The Intel Xeon Phi 7120P coprocessor has the highest performance among the Phi series. It has 61 cores and is rated at 1.2 TFLOPS and can handle 244 threads. The 7120P also has the Intel Turbo Boost technology. The bulk of the compute intensive calculations are done on the coprocessors.
The PowerEdge C4130 offers five configurations “A” through “E”. Among these configurations there are two balanced configurations. The two balanced configurations “C” and “D” are considered for acceleration in this blog. Configuration “C” is the balanced four coprocessor option with two coprocessors attached to each host processor, and configuration “D” has a single Xeon Phi attached to the each host processor. Table 1 gives more details of these configurations. The details of the two configurations are shown in Table 1 and the block diagram (Figure 1) below.
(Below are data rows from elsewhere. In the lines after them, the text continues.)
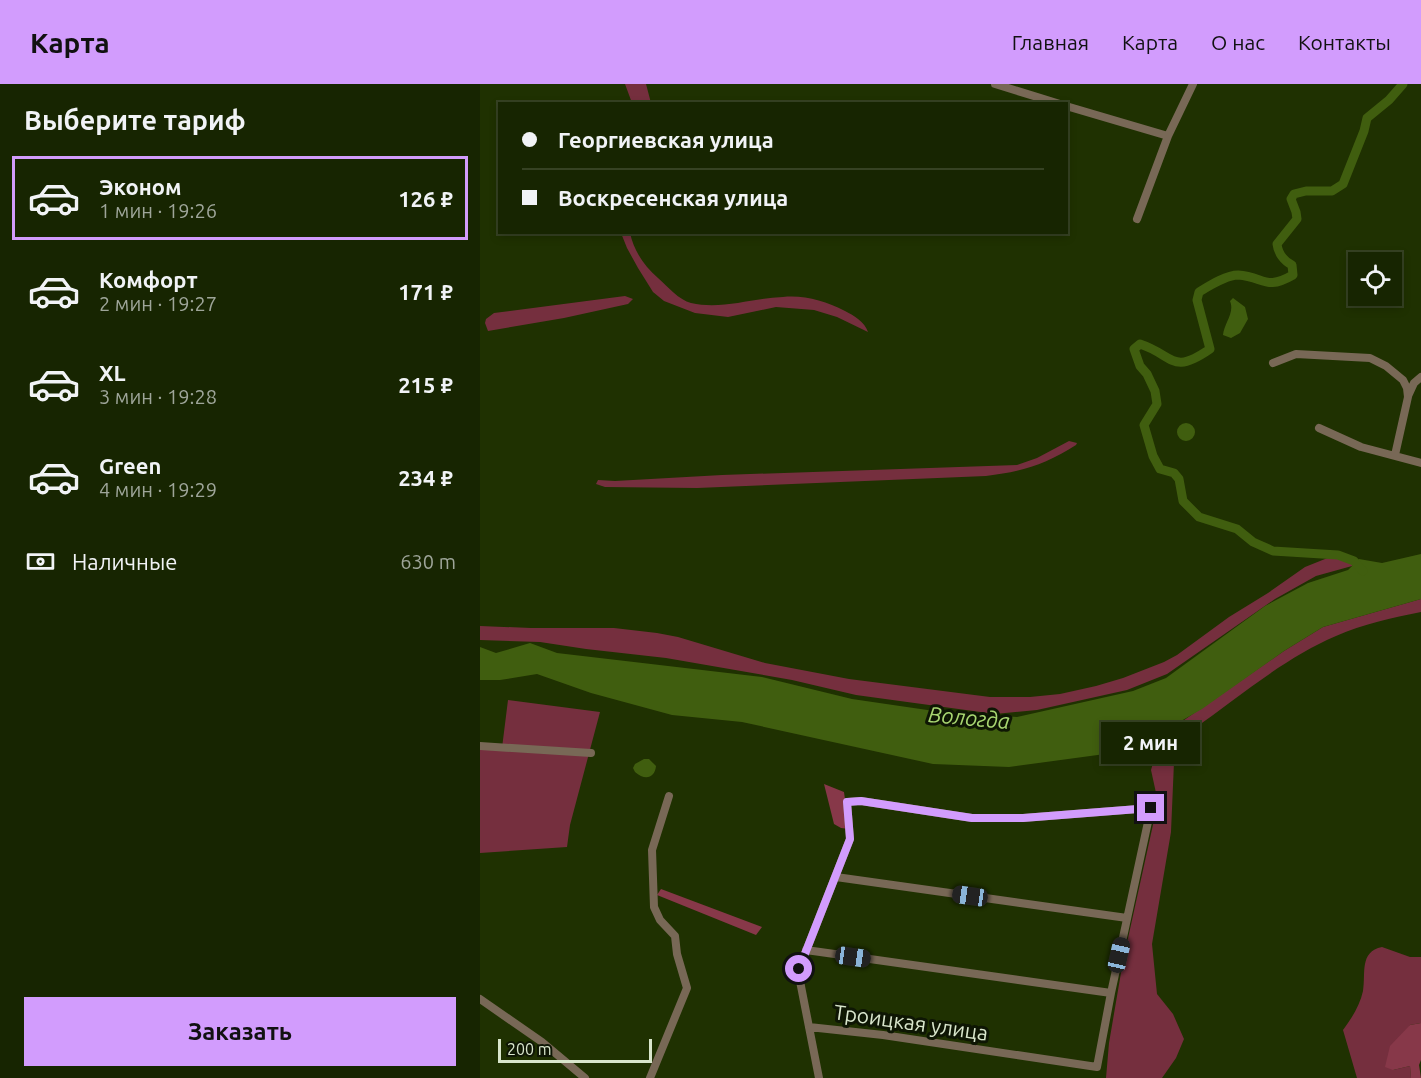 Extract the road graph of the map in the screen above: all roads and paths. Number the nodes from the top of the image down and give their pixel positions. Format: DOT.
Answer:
graph roads {
  1 [pos="995,84"];
  2 [pos="1192,84"];
  3 [pos="1054,102"];
  4 [pos="1068,107"];
  5 [pos="1168,136"];
  6 [pos="1137,219"];
  7 [pos="1273,363"];
  8 [pos="1421,377"];
  9 [pos="1408,397"];
  10 [pos="1319,429"];
  11 [pos="1395,455"];
  12 [pos="1421,463"];
  13 [pos="480,746"];
  14 [pos="591,753"];
  15 [pos="669,796"];
  16 [pos="836,877"];
  17 [pos="1127,918"];
  18 [pos="806,950"];
  19 [pos="1111,993"];
  20 [pos="480,999"];
  21 [pos="809,1027"];
  22 [pos="585,1078"];
  23 [pos="650,1078"];
  24 [pos="819,1078"];
  1 -- 3 [label="street"];
  2 -- 5 [label="street"];
  4 -- 5 [label="street"];
  5 -- 6 [label="street"];
  7 -- 9 [label="street"];
  8 -- 9 [label="street"];
  9 -- 11 [label="street"];
  10 -- 11 [label="street"];
  11 -- 12 [label="street"];
  13 -- 14 [label="street"];
  15 -- 23 [label="street"];
  16 -- 17 [label="street"];
  16 -- 17 [label="street"];
  16 -- 18 [label="street"];
  17 -- 19 [label="street"];
  18 -- 19 [label="street"];
  18 -- 21 [label="street"];
  19 -- 21 [label="street, Троицкая улица"];
  20 -- 22 [label="street"];
  21 -- 24 [label="street"];
}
This blog shows the results of acceleration observed on the C4130 with Intel Xeon Phi 7120P in configuration “C” and “D”. (Click on images to enlarge.)
Table 1: Two Balanced C4130 Configurations C and D
Figure 1: PE C4130 Configuration Block Diagram
Table 2 gives more information about the hardware configuration used for the tests.
Table 2: Hardware Configuration
Figure 2: HPL Acceleration (FLOPS compared to CPU only) and Efficiency on the C4130 Configurations
Figure 2 illustrates the HPL performance on the PowerEdge C4130 Server. The Offload execution mode was used for all the runs. In this mode the application splits the workload where highly-parallel code is offloaded to the coprocessor, and the Xeon host processors primarily run serial code. Configuration C has 2 Phis connected to each CPU, and configuration D has single Phi connected to each CPU. ECC is enabled and the turbo mode is disabled across all the runs.
Intel Xeon Phi coprocessor provides more efficient performance for highly parallel applications like HPL. In the above graphs the CPU only performance is shown for reference. The compute efficiency for CPU-only configuration is 91.6% whereas Configuration C has a compute efficiency of 75.6% and configuration D has 81.2%. It is already known that the CPU-only configurations in general have higher efficiency when compared to CPU plus Phi configurations. Higher efficiency is observed in configuration D compared to C. Compared to the CPU-only configuration, the HPL acceleration for configuration C with 4 Xeon Phis is 5.3X and for configuration D with 2 Xeon Phis, it is 3.3X.
Figure 3: Total power and performance/watt on the C4130 configurations
Figure 3 shows the associated power consumption data of the HPL runs for CPU-only configuration, Configuration C and D. In general, accelerators can consume substantial power when loaded with compute-intensive workloads. The power consumption of CPU-only configurations is 520W whereas the power consumption increases for configurations C and D. Each Intel Xeon PHI 7120P co-processor can consume power up to 300 watts. The power consumption for configurations C and D is 3.3X and 2.1X respectively when compared to the CPU-only configuration.
The Intel Xeon Phi 7120P co-processor provides high performance, memory capacity and good performance-per-watt metrics. Configuration C shows a performance-per-watt of 2.44 GFLOPS/w and configuration D shows 2.34 GFLOPS/w whereas the CPU-only configuration gives 1.56 GFLOPS/w.